The minister arrived and we assembled in a loose circle, Renny wandering just outside its circumference, head down, hands in his pockets. The minister gave a brief talk, said we should forget about our troubles for this hour, spoke of the service as a bearing witness to love, a giving thanks for the gift that was now here among us, and we did feel better for a little while; it was helpful to affirm our feelings for each other. I smiled naturally for the first time in a long time as I looked up into Ross’ face and said I would be his wife. The war-worn expression in his eyes dissolved for a few seconds, and the man I loved returned. For that short space of time, in that lovely quiet garden, we were able to put our cares aside and simply love, and it was an affecting little ceremony. A wayward ray of hope ran through us there like the sunshine filtering through the clouds as we were pronounced husband and wife.
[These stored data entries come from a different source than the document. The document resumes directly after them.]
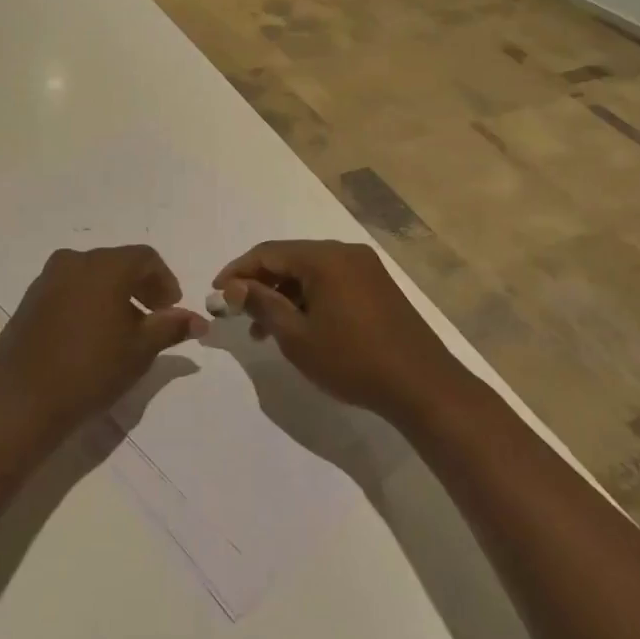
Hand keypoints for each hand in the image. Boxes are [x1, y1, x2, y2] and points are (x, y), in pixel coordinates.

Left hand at [0, 245, 205, 438]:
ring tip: (123, 331)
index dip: (164, 281)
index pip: (145, 257)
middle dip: (140, 286)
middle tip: (153, 319)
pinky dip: (88, 301)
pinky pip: (69, 289)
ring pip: (92, 275)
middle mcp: (74, 261)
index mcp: (104, 266)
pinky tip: (91, 336)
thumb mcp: (139, 351)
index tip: (171, 309)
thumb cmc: (90, 371)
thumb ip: (170, 327)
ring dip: (114, 294)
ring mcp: (47, 279)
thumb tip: (198, 320)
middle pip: (117, 263)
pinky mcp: (30, 299)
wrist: (21, 401)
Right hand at [214, 240, 461, 423]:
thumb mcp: (297, 336)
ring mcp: (364, 268)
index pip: (268, 253)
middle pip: (289, 259)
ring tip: (264, 330)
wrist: (423, 386)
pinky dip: (308, 298)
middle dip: (260, 284)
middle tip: (238, 315)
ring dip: (283, 294)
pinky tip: (299, 326)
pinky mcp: (377, 286)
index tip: (216, 294)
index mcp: (324, 258)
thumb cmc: (353, 361)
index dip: (237, 271)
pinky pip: (330, 282)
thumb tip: (233, 287)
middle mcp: (345, 252)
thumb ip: (262, 305)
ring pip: (310, 272)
No one stayed very long after the ceremony; we talked to everyone briefly, smiling, hugging. Karen, who knew without asking, made everyone laugh, made everyone a little tougher, a little sharper with her never-show-weakness remarks. The summer breeze wafting through the yard eased everyone’s spirits—nature’s small gift—fanning faces, turning everyone for the moment prettier, more revealing of themselves; the balminess evocative, redemptive. There was to be no reception; only the family was coming to the house after the service before they took off on their separate ways. Soon everyone left and the garden reverted to an empty stage, shafts of late-day sunlight illuminating the verdant spot where our gentle play had been acted out.
We drove back to the house alone, a status befitting newlyweds. Sitting on the passenger side, I turned and looked at Ross, my husband now, so handsome in his dark suit with a flower in his lapel. Tears were pooling in his eyes; his lips were trembling, but he kept his vision locked on the road and his hands on the steering wheel. I put my hand on his thigh. “Don’t!” he said harshly. I hated myself, hated myself for doing this to him. What a joke to be in this wedding getup. This stupid, flower headband thing on my head. I reached up to pull it off. “Leave it on,” Ross said, again not looking at me. A cruel joke on us. What had we ever done to deserve this? Dared to actually try to do some good in this wretched world? It would have been better to be cold and self-centered. To take a bleak view of things from the start and never try. Then I wouldn’t feel like this. Then I could look at this man’s face. After everyone left the house, we took off our wedding clothes and lay down on our bed, the air, an ever-present spirit, wafting in from the open windows, blowing the curtains softly above us. So much had gone on in this bed, so much love, so much laughter, but not tonight, our wedding night. We held each other and stared out the window, both of us silent, watching the sky darken into evening. I lay in Ross’ arms, feeling his embrace, concentrating on his body pressing against mine, a feeling I tried to burn into my mind, the feeling I wanted to carry with me through eternity.